(Saved data entries)
────

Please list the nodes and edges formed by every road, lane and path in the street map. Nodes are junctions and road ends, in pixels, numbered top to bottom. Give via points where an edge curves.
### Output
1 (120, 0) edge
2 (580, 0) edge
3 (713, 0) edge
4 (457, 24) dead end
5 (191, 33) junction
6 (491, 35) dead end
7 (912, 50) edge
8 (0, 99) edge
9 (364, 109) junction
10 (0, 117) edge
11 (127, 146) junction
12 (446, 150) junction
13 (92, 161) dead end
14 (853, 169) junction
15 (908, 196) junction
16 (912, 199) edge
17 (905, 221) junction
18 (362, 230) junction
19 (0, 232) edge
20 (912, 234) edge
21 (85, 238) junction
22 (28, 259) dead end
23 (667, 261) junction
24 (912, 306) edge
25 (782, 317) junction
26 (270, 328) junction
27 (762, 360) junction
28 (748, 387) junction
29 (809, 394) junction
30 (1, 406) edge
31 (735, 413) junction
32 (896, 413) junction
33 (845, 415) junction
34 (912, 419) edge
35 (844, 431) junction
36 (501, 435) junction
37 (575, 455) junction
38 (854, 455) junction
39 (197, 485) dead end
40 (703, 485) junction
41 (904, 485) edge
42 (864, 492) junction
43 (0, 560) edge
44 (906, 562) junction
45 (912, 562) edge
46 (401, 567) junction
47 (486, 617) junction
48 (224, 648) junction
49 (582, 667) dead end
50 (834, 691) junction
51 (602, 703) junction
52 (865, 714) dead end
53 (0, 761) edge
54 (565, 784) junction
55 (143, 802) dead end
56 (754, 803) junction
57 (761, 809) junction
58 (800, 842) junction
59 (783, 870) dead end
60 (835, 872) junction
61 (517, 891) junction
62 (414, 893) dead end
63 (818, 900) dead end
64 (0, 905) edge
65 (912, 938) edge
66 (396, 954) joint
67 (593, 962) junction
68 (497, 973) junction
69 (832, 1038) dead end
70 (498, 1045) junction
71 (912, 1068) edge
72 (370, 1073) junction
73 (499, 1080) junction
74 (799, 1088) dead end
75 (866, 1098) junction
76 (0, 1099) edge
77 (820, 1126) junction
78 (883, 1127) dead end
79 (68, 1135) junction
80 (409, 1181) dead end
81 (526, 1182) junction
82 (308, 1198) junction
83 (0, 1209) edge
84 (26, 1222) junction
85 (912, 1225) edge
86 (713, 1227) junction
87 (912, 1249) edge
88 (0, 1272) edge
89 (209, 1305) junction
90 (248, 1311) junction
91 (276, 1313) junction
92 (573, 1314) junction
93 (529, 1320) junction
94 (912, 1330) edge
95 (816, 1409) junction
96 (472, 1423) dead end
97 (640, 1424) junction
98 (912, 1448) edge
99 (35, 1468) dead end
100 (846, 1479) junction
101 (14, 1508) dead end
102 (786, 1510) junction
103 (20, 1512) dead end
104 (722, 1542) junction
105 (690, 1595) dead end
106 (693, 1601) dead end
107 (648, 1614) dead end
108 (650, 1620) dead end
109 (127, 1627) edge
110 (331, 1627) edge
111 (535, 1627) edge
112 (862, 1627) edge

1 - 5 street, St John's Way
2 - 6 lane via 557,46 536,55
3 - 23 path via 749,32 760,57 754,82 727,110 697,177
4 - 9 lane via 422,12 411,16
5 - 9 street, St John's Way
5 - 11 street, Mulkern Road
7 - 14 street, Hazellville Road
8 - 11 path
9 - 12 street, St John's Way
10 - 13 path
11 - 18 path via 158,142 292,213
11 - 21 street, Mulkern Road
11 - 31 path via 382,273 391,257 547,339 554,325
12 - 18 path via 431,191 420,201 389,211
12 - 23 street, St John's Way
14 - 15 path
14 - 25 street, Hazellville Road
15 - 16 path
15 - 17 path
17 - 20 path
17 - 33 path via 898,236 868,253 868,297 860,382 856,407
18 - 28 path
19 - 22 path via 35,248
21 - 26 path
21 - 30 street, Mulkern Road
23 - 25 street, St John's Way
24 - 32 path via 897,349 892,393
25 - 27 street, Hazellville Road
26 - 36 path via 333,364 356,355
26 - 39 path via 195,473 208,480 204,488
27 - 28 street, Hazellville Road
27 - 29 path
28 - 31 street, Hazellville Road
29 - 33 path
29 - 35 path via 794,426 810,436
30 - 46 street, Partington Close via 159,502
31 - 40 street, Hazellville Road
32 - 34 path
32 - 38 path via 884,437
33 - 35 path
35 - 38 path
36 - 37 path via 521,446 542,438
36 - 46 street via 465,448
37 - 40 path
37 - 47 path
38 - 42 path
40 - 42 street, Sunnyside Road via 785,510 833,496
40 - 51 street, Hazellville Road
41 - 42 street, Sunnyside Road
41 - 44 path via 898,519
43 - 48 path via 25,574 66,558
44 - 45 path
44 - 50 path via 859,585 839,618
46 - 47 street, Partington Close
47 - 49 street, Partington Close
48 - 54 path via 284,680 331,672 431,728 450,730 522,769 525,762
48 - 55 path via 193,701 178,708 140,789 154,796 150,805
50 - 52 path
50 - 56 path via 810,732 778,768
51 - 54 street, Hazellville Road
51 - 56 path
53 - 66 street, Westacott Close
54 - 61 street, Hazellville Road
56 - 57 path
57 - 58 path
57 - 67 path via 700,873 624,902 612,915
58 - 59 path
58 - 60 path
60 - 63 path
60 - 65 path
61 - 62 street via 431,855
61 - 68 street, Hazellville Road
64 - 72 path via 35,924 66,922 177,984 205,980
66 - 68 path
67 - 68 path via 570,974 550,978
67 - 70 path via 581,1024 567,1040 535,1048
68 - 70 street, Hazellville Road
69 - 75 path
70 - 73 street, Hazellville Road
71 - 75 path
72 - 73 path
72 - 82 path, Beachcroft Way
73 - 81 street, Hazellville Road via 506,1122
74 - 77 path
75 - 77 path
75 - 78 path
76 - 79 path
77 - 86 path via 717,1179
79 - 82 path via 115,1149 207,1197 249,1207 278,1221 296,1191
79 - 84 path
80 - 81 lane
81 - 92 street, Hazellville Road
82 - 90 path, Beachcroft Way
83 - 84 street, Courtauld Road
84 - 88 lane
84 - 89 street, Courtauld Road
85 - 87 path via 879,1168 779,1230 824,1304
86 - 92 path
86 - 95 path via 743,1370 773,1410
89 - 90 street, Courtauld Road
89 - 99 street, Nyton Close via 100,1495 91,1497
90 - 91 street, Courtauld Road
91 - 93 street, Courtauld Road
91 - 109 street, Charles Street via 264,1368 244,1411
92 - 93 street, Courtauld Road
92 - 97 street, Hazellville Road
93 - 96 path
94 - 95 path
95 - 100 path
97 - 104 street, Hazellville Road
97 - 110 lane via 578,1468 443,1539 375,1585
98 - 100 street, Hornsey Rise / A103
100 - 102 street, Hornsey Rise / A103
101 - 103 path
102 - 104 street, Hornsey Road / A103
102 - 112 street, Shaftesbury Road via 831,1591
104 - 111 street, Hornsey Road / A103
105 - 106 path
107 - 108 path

────

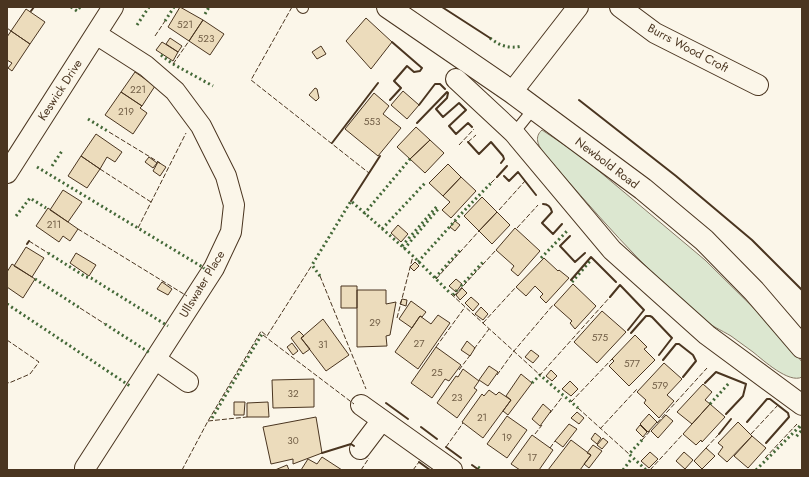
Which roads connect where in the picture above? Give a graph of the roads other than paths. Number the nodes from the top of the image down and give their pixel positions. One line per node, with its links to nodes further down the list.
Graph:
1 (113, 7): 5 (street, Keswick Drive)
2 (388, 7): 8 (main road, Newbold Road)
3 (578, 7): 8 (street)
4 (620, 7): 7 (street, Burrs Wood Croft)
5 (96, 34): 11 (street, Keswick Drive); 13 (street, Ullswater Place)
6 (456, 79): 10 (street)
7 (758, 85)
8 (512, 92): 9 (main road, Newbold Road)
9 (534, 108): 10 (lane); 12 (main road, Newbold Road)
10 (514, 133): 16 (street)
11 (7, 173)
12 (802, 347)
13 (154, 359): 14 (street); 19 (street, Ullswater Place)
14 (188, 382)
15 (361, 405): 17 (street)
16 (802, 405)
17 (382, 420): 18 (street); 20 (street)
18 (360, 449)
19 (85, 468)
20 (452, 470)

────

Copy out, in full, each line above that has the word "list" in it.

* [Task output]
Please list the nodes and edges formed by every road, lane and path in the street map. Nodes are junctions and road ends, in pixels, numbered top to bottom. Give via points where an edge curves.
Which roads connect where in the picture above? Give a graph of the roads other than paths. Number the nodes from the top of the image down and give their pixel positions. One line per node, with its links to nodes further down the list.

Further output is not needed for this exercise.